Les affaires seraient réparties en fonction de leur impact local, national ou international.

Les sujets à portée mondiale tels que le respect de la dignité humaine et des droits de l’homme, l’exploration spatiale, les infrastructures de communication et télécommunication internationale, le réchauffement climatique ou les océans seraient toujours traités par les territoires à leur niveau, par différentes régions pour garder la stimulation d’équipes aux approches différentes mais sur un socle de collaboration car il s’agit de sujets universels et protégés par la gouvernance mondiale.

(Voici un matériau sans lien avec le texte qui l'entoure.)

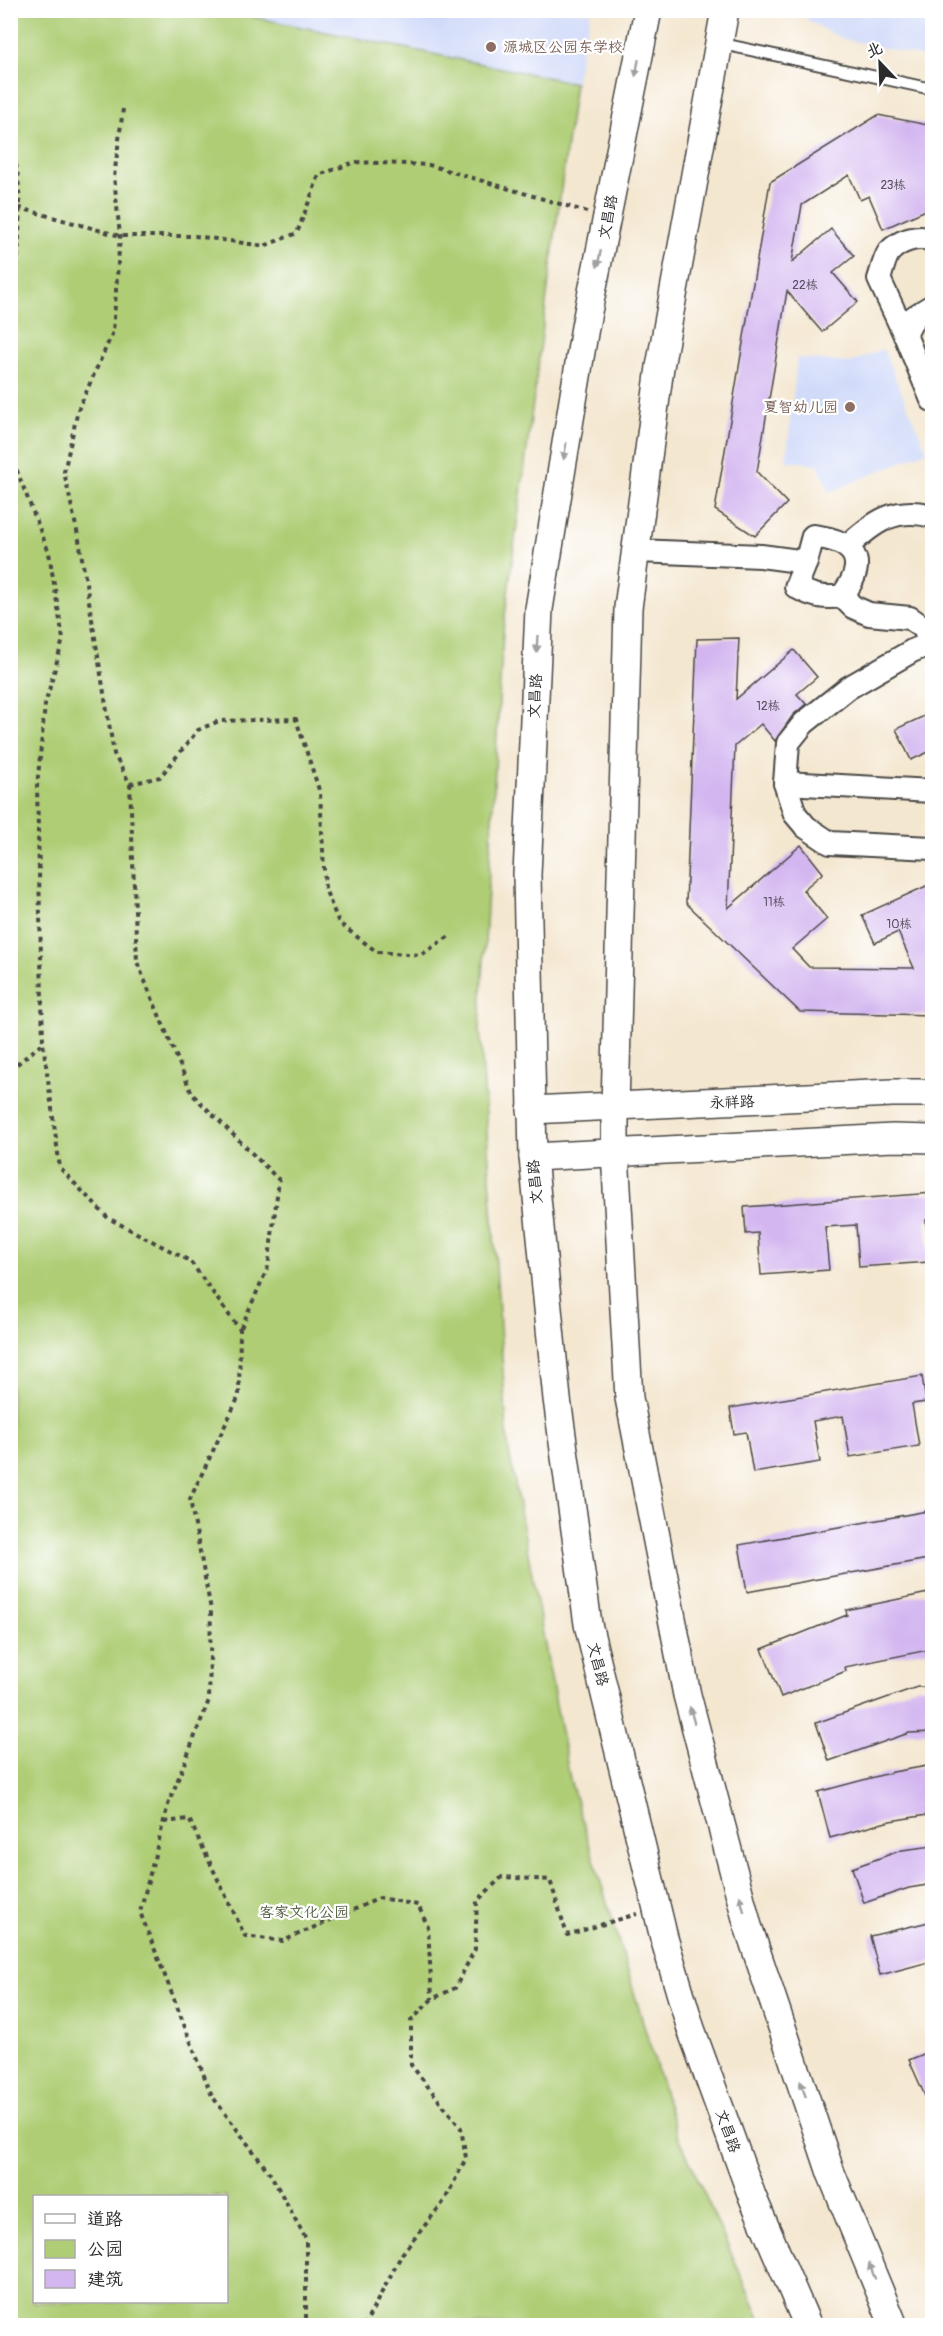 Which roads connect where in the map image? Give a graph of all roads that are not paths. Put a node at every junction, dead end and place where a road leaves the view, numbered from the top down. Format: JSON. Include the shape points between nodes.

Les infrastructures économiques et techniques appartiendraient aux territoires, régions ou au monde.
Les gouvernances pourraient valider les développements en accord aux exigences Bo, à leur niveau. Les spécialistes de la branche seraient responsables de l’exploitation des ports, aéroports, réseaux ferroviaires et routiers et autres infrastructures mais aucun territoire ou Etat ne pourrait bloquer ou monétiser pour son propre compte une voie de communication ou de télécommunication validée pour le trafic international.

Schéma.
J’aurais pu tenter de réaliser un schéma, ou plutôt une représentation en 3D et en couleurs, pour permettre de visualiser ce modèle, mais ce modèle n’existe pas encore, il a besoin d’être discuté et construit. De plus, un schéma hâtif en 2D aurait la noble volonté de l’exposer simplement, mais la triste conséquence de le réduire alors qu’il n’est pas encore né. Dans notre organisation actuelle, nous constatons déjà les douloureuses conséquences d’un schéma simpliste à dessiner facilement sur un tableau ou une feuille de papier. Il rassure mais il est si limitant par rapport à la complexité de nos interactions qu’il crée une société inadaptée à nos besoins humains et vivants et nous emmène vers l’injustice et le chaos.